Fortunately, our emotional intelligence can be both measured and developed. The better you understand emotional data, the better your own decisions can be – and the more you can help the people who work for you. Here’s how:
• Understand the basics of emotional intelligence. There are two fundamental ways to think about emotional intelligence. The first is to consider our ability: Four key skills (identifying emotions, using emotions, understanding emotions and managing emotions) describe how our brains respond to emotional data. Although the abilities are universal, some people have developed them much further than others and few people have developed all four abilities equally well. Someone may be good at identifying emotions (“Boy, is she mad!”), for example, but not as good at understanding emotions (“Why did that upset her?”).
The second way to consider emotional intelligence (EI) is to look at our behavior. Let’s consider an actual example: A man went out for an after-dinner walk, and came home with a new car. This wasn’t a planned purchase; he saw it, he wanted it, he bought it. To say that his wife was surprised is an understatement. In this example, the man’s poorly developed abilities to understand emotions (Why do I want the car? How will I feel if I buy it? How will my wife feel if I buy it?) and manage emotions really cost him (in more ways than one). Behaviorally, he has poorly developed impulse control skills. Experts have identified 15 such skills, which fall under five broader categories: intrapersonal, interpersonal, adaptability, stress management, and general mood. Understanding these skills will help you see your employees’ strengths and weaknesses. You may see them with greater empathy, too. (One employee might easily manage stress levels that would overwhelm another, for example.)

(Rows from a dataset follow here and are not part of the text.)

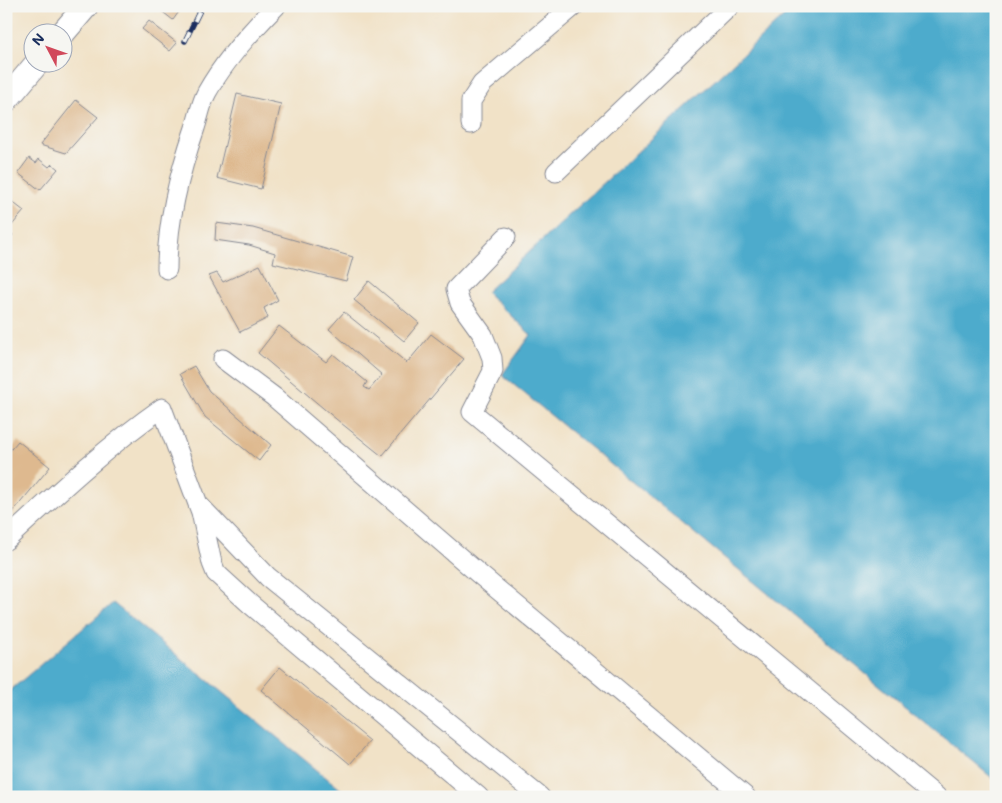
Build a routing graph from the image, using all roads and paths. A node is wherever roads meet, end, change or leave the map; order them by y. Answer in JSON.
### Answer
{"nodes":[{"id":1,"x":86,"y":6,"type":"edge"},
{"id":2,"x":276,"y":6,"type":"edge"},
{"id":3,"x":574,"y":6,"type":"edge"},
{"id":4,"x":730,"y":6,"type":"edge"},
{"id":5,"x":72,"y":22,"type":"edge"},
{"id":6,"x":30,"y":72,"type":"edge"},
{"id":7,"x":6,"y":100,"type":"edge"},
{"id":8,"x":470,"y":124,"type":"dead end"},
{"id":9,"x":556,"y":172,"type":"dead end"},
{"id":10,"x":506,"y":237,"type":"dead end"},
{"id":11,"x":167,"y":269,"type":"dead end"},
{"id":12,"x":223,"y":359,"type":"dead end"},
{"id":13,"x":197,"y":502,"type":"junction"},
{"id":14,"x":6,"y":540,"type":"edge"},
{"id":15,"x":479,"y":797,"type":"edge"},
{"id":16,"x":540,"y":797,"type":"edge"},
{"id":17,"x":746,"y":797,"type":"edge"},
{"id":18,"x":937,"y":797,"type":"edge"}],
"edges":[{"from":1,"to":5,"type":"main road"},
{"from":2,"to":11,"type":"lane"},
{"from":3,"to":8,"type":"lane"},
{"from":4,"to":9,"type":"lane"},
{"from":6,"to":7,"type":"main road"},
{"from":10,"to":18,"type":"lane"},
{"from":12,"to":17,"type":"lane"},
{"from":13,"to":14,"type":"lane"},
{"from":13,"to":15,"type":"lane"},
{"from":13,"to":16,"type":"lane"}]}
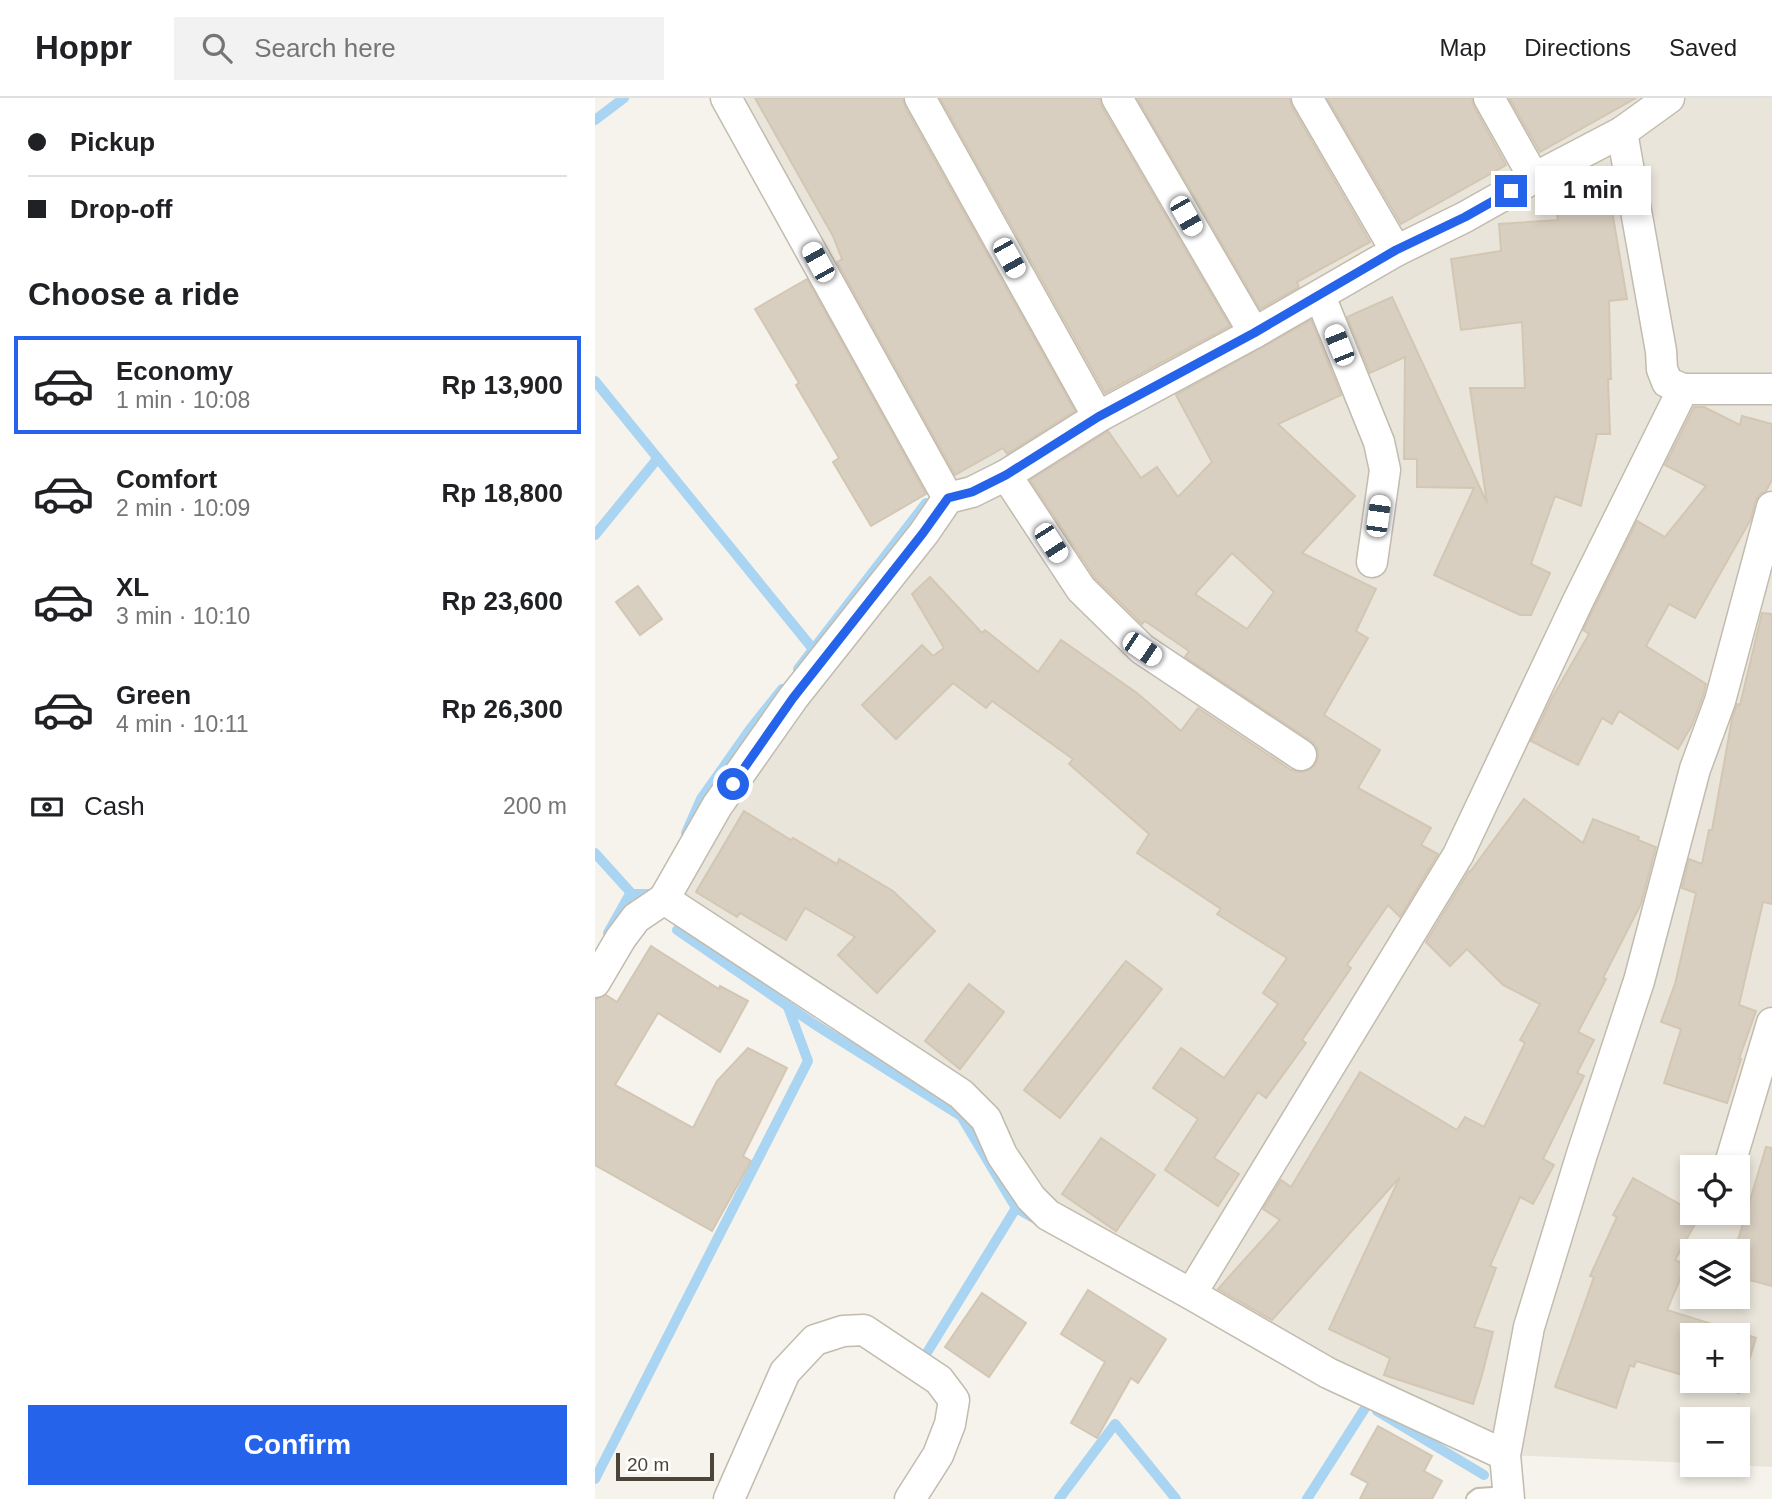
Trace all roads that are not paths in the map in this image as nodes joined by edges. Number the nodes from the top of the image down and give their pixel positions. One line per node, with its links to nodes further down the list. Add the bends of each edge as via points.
1 (726, 98): 16 (street)
2 (920, 98): 14 (street)
3 (1117, 98): 11 (street)
4 (1307, 98): 9 (street)
5 (1489, 98): 8 (street)
6 (1669, 98): 7 (street)
7 (1622, 132): 8 (street); 13 (street, via 1662,369 1667,383)
8 (1534, 178): 9 (street)
9 (1396, 250): 10 (street)
10 (1320, 296): 11 (street); 18 (street, via 1379,442 1385,470)
11 (1254, 333): 14 (street)
12 (1772, 389): 13 (street)
13 (1683, 390): 24 (street, via 1458,855)
14 (1098, 417): 15 (street)
15 (1006, 475): 16 (street); 19 (street, via 1081,589 1123,631 1142,649)
16 (948, 498): 20 (street, via 793,698 717,806)
17 (1772, 507): 25 (street, via 1639,981 1529,1327)
18 (1372, 562)
19 (1301, 755)
20 (664, 899): 21 (street, via 636,918); 24 (street, via 961,1094 986,1119 1016,1176 1048,1215)
21 (595, 982)
22 (1772, 1023): 23 (street)
23 (1733, 1155)
24 (1191, 1294): 25 (street, via 1328,1373)
25 (1505, 1455): 26 (street)
26 (1508, 1497): 29 (lane)
27 (729, 1499): 28 (street, via 785,1372 814,1340 865,1330 939,1380 954,1400 938,1455)
28 (910, 1499)
29 (1474, 1499)

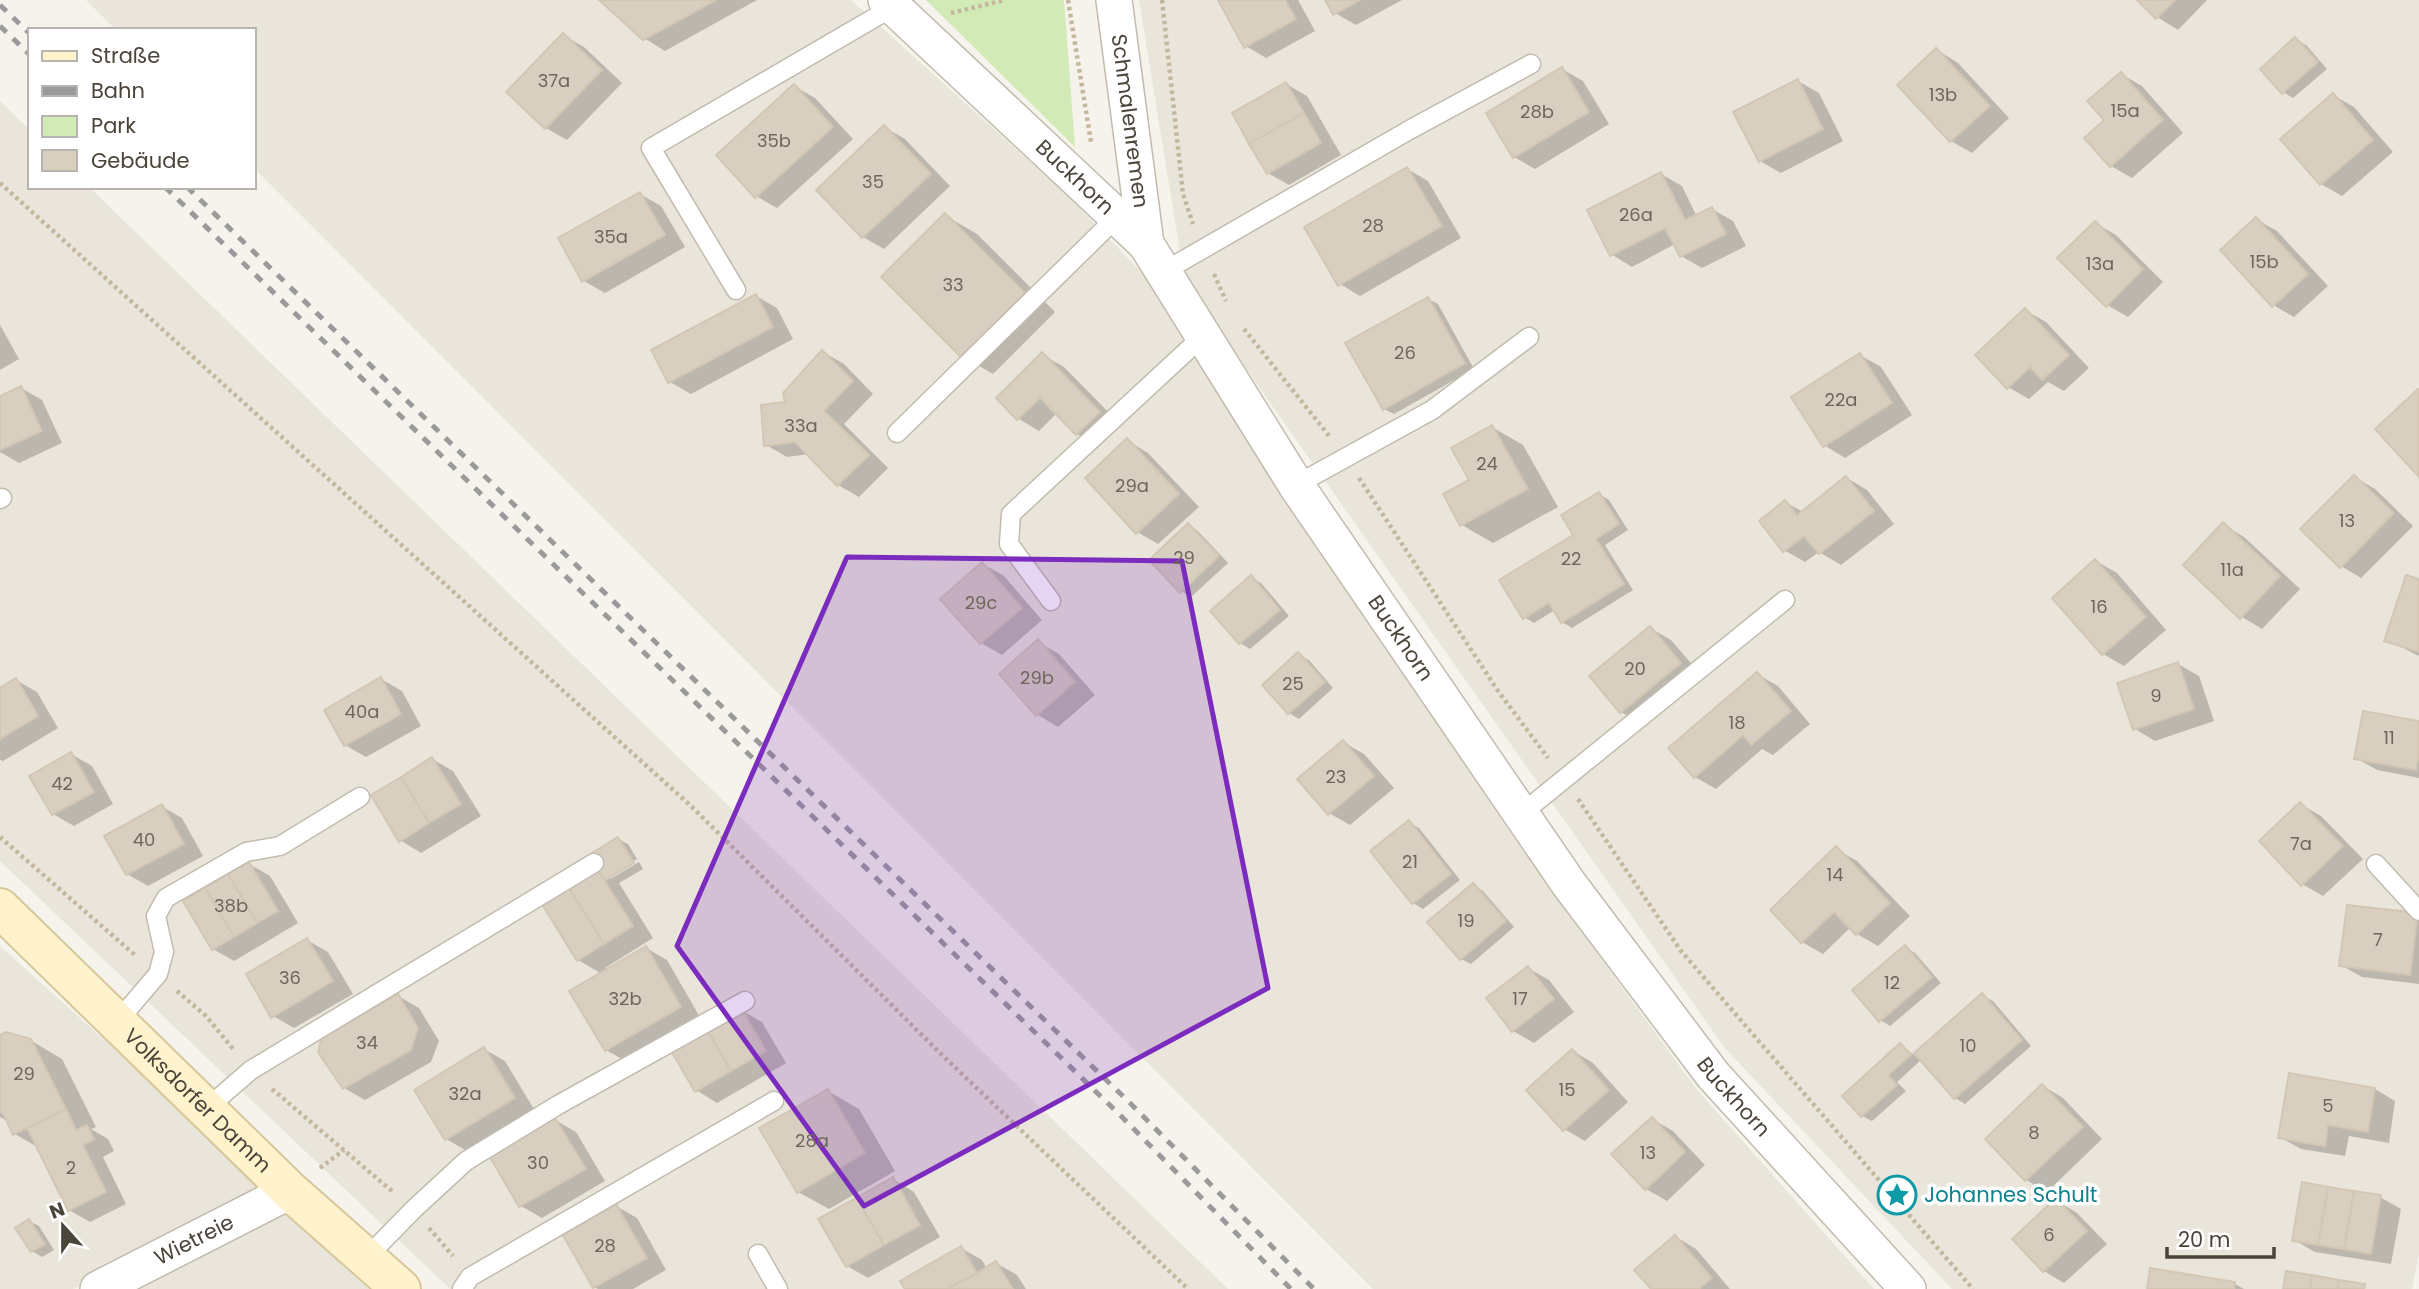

• Identify which skills are most important for your employees. Just as no individual is equally skilled in all areas, few jobs require strength in every area. Interpersonal skills are less important for accountants than for salespeople, for example. Problem-solving skills are more crucial for engineers than for valet parking attendants. Decide which abilities are most important for the jobs you supervise.
• Assess skills. Once you know which skills are most important for specific jobs, assess employees. Begin informally. Let’s say you’re supervising an airline gate agent. The potential for stress in that job is about on par with being BP’s PR rep, so it’s important that employees in that position can handle stress. How do employees react when flights are delayed or canceled? How do they respond to several passengers talking to them at once? What happens if angry passengers yell? Watching these situations will tell you whether employees need help.
You may also take a more formal approach. There are several assessments of emotional intelligence on the market. Two highly respected examples include the BarOn Emotional Quotient Inventory or EQ-i and the MSCEIT. The EQ-i is a self-reported, multiple-choice assessment that measures behavior by asking people how they typically respond to specific situations. The MSCEIT (the Mayer-Salovey-Caruso Emotional Intelligence Test, named for its creators) is an ability-based assessment that measures EI skill levels. For example, people taking the test look at photos of numerous faces and identify the emotions they see being expressed; the answers are then compared to the answers of a wide representation of the population and those of EI experts. Both tools are administered by experts, and have been validated.
• Coach to reinforce the appropriate skills. Once you’ve focused on key skills, help employees hone those skills. When you see them effectively use the skills, point it out and praise them. If they miss opportunities, take a moment (privately) to ask them to suggest some other ways they might have handled the situation. If they don’t have other ideas, suggest some of your own and discuss whether they’d be comfortable trying other approaches. Don’t force the issue; emotional intelligence can be coached, but it can’t be imposed.
• Reward improvement. Although improving emotional intelligence is possible, it isn’t easy. When employees improve, reward their efforts. Rewards can range from a note in their annual review to free movie tickets or even promotion to another job. It all depends on how important the skill is to a job and how much improvement you see. Watch for sustained improvement.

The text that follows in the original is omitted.